Ao analisar tais correspondências, interpretou-se que, possivelmente, os dois educadores tinham grandes interesses no trabalho de tradução dessa obra. Para Ferrière, além da circulação e da visibilidade internacional de suas ideias, o contato com brasileiros era a oportunidade para conseguir viabilizar financeiramente a sua passagem pelo Brasil e essa pode ter sido uma das estratégias utilizadas pelo educador. Lourenço Filho, por sua vez, muito provavelmente tinha interesse em estreitar laços com Ferrière, mas tais iniciativas também colaborariam com a legitimação do trabalho que ele realizava no campo editorial brasileiro.

Como diretor da Biblioteca de Educação da Editora Melhoramentos de São Paulo7, Lourenço Filho “[...] optou, entre 1927 e 1940, por um programa de leitura formado por autores brasileiros e traduções” (Toledo & Carvalho, 2017, p. 1002). Ao tecerem considerações a respeito do perfil dos autores estrangeiros, as autoras afirmam que o educador decidiu incluir as obras de conhecidos nomes do movimento da Escola Nova, entre eles Claparède, Piéron, Binet, Luzuriaga e, também, Ferrière. Tais constatações levam em consideração que, naquele momento, o brasileiro era correspondente do Bureau International d’Éducation, “[...] além de ter se relacionado pessoalmente com figuras importantes da Ligue Internationale pour l’Éducation Nouvelle, como Ferrière e Piéron” (Toledo & Carvalho, 2017, p. 1003). Reconhecido pela rede de sociabilidade de que dispunha, especialmente em São Paulo, foi

[...] nesse circuito que [foram] estabelecidas redes de relações com o ‘Grupo Francês da Educação Nova’, vinculado à Ligue Internationale pour l’École Nouvelle, notadamente com Henri Piéron e Paul Fauconnet, o prefaciador do volume V da BE, Educação e Sociologia, de Émile Durkheim. Piéron e Fauconnet vieram a São Paulo no final dos anos 1920, convidados para proferir conferências para esse círculo de intelectuais, no âmbito de iniciativas ligadas ao Consulado francês. É nesses anos, mais precisamente em 1927, que Lourenço Filho começa a organizar, para a Melhoramentos, a sua coleção, iniciando-a com o livro de Piéron, Psicologia Experimental, de que é o tradutor e o prefaciador (Toledo & Carvalho, 2017, p. 1003-1004; grifo do autor).

Ainda a respeito do trabalho de tradução, Carvalho e Toledo (2006, p. 55) destacam que os autores “[...] pertenciam a instituições reconhecidas internacionalmente. Apresentados aos leitores brasileiros pelos prefácios de Lourenço Filho, transformavam-se também em referências para o campo da educação no Brasil, em processo de organização”.

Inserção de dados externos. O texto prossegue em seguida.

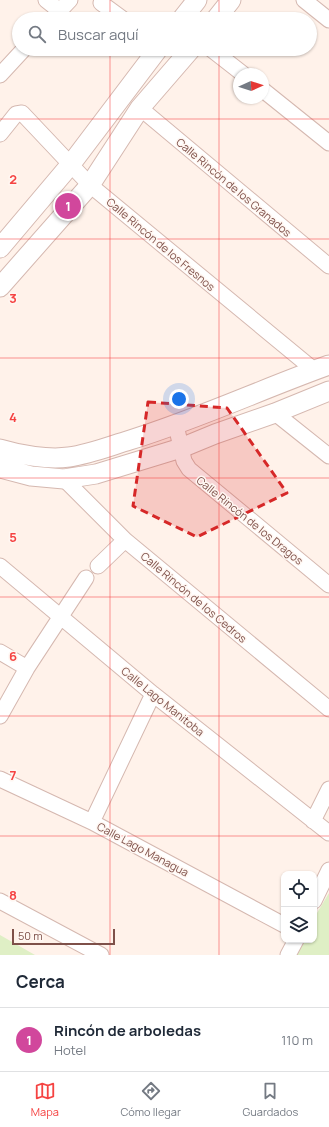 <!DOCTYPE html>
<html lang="es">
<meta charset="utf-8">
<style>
:root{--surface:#fff;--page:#f2f2f3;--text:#1f2937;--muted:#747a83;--line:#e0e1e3;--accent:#f54342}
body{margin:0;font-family:Manrope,sans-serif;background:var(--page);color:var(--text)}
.controls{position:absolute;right:12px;bottom:12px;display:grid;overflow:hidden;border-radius:8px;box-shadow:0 1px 3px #0004}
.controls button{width:36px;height:36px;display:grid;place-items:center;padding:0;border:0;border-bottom:1px solid var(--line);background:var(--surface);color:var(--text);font:20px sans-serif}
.compass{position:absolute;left:233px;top:68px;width:36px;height:36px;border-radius:50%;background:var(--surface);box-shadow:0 1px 3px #0004;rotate:87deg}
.scale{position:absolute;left:12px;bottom:10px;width:103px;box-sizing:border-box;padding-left:4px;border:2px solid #7e5049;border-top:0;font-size:11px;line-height:14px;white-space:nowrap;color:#7e5049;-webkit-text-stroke:3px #fff7f2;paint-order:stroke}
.you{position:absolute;left:179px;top:399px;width:14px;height:14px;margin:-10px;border:3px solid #fff;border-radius:50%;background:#1a73e8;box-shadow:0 0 0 6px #1a73e833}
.badge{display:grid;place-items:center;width:26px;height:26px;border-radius:50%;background:var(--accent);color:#fff;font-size:13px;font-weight:700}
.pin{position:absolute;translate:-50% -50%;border:2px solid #fff;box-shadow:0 1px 4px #0006}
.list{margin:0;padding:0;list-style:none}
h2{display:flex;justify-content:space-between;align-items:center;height:52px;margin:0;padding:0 16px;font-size:17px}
h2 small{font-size:13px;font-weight:400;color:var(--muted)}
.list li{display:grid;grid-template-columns:26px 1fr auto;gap:12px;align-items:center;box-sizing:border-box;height:64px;padding:0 16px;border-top:1px solid var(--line)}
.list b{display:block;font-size:15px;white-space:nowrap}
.list p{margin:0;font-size:13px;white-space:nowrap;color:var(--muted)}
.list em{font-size:13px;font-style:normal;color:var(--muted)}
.icon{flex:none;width:22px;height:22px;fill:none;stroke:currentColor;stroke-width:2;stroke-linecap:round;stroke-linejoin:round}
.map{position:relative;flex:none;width:329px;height:955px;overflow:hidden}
.search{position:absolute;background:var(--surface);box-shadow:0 1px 3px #0004;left:12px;right:12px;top:12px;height:44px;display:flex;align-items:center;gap:10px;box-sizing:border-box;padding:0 14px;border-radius:22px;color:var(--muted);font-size:15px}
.sheet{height:116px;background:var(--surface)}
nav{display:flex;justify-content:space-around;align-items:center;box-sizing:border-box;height:56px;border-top:1px solid var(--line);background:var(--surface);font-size:11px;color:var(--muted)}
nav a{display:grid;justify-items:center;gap:2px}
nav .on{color:var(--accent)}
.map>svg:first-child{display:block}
.green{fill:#dfefc5}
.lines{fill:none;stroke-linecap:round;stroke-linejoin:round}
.minor-casing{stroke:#d5b8b0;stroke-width:17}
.tertiary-casing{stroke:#d5b8b0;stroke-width:21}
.minor{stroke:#fff;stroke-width:15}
.tertiary{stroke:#fff;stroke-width:19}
.marked{fill:#d62828;fill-opacity:0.2;stroke:#d62828;stroke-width:3;stroke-dasharray:8 5;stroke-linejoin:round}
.grid{fill:none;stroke:#f54342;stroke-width:1;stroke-opacity:0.55}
.labels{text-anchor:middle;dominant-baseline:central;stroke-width:3;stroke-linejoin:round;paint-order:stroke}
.street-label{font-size:11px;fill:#7e5049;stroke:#fff7f2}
.grid-label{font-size:13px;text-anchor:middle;font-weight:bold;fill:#f54342;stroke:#fff7f2;stroke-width:3;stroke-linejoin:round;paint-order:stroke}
</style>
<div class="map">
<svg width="329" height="955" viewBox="0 0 329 955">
<rect width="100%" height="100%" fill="#fff2ea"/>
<path class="green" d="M329,893V955H292L301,940H314V918Z
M0,935L35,955H0Z"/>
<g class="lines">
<defs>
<path id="minor" d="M46,0L60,11
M304,0L329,20
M101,3L123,19
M52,19L70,0
M211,49L243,74
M0,75L24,49
M263,90L329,143
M140,108L329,266
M0,134L16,114L22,113L90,185L314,370
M275,413L329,456
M176,425L184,461L189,469L329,585
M64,479L125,540L329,709
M0,566L153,694L329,833
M98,566L125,540
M0,652L27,668
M0,716L27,668L86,578
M0,779L92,822L284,925
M313,821L329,789
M92,822L153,694
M0,901L101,955
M314,901L329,870
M288,955L296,940"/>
<path id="tertiary" d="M182,19L197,0
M216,19L231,0
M0,248L71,164L158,49
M0,287L90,185L140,108L191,49
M0,449C20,455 48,460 69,457C90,454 110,446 130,440C198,419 262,389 329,365
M0,468L31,476L64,479L96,474L181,448L215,434L275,413L329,391"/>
</defs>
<use href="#minor" class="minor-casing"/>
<use href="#tertiary" class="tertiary-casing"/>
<use href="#minor" class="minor"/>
<use href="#tertiary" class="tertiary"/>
</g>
<path class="marked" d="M148,402L227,408L287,493L197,537L133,506Z"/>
<path class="grid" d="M110,0V19M219,0V19M110,49V955M219,49V955M0,119H329M0,239H329M0,358H329M0,478H329M0,597H329M0,716H329M0,836H329"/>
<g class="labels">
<g class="street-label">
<text transform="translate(234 187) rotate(40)">Calle Rincón de los Granados</text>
<text transform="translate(161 244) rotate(40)">Calle Rincón de los Fresnos</text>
<text transform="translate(250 520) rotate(39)">Calle Rincón de los Dragos</text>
<text transform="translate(194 597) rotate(40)">Calle Rincón de los Cedros</text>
<text transform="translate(163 701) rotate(39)">Calle Lago Manitoba</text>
<text transform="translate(143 849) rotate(28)">Calle Lago Managua</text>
</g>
</g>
<g class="grid-label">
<text x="13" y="184">2</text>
<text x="13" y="303">3</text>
<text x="13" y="422">4</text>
<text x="13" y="542">5</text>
<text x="13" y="661">6</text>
<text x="13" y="780">7</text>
<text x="13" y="900">8</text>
</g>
</svg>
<div class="controls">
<button><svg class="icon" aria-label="locate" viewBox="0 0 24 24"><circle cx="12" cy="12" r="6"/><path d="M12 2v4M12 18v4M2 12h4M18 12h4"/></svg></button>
<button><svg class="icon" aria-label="layers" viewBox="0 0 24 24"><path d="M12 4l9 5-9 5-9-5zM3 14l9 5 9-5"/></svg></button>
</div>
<svg class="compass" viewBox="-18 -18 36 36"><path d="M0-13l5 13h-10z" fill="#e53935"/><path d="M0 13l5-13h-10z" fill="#747a83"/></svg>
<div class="scale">50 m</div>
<div class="you"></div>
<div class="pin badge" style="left:68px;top:206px;background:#d1479c">1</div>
<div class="search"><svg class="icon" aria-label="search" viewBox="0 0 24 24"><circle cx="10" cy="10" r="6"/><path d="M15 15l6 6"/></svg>Buscar aquí</div>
</div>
<section class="sheet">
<h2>Cerca<small></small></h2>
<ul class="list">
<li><span class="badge" style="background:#d1479c">1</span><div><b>Rincón de arboledas</b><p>Hotel</p></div><em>110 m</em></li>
</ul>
</section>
<nav>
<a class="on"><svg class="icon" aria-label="map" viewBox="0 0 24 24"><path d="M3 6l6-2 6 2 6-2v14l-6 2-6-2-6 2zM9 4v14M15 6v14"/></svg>Mapa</a>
<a><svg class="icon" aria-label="directions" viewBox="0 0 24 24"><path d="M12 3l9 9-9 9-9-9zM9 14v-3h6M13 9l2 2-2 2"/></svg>Cómo llegar</a>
<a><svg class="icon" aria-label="saved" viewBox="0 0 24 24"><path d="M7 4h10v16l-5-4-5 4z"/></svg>Guardados</a>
</nav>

No período que ficou responsável pela direção da Biblioteca de Educação, Lourenço Filho afirmou ter o interesse em formar uma mentalidade livre e esclarecida a respeito dos ideais que tomavam forma na educação brasileira (Gebrim, 2006). Para tanto, era necessário “[...] constituir coleções de livros, especialmente destinados aos professores [...]. É assim que ganha relevância a edição de coleções pedagógicas destinadas a constituir e organizar o campo dos saberes representados como necessários ao exercício da docência” (Carvalho, 2001, p. 155). O interesse que pairava na reunião dessas obras era o de orientar, formular e disseminar conceitos, ideias e práticas pedagógicas a fim de alcançar saberes necessários para a formação e uma prática de mudança da mentalidade do corpo de professores (Gebrim, 2006).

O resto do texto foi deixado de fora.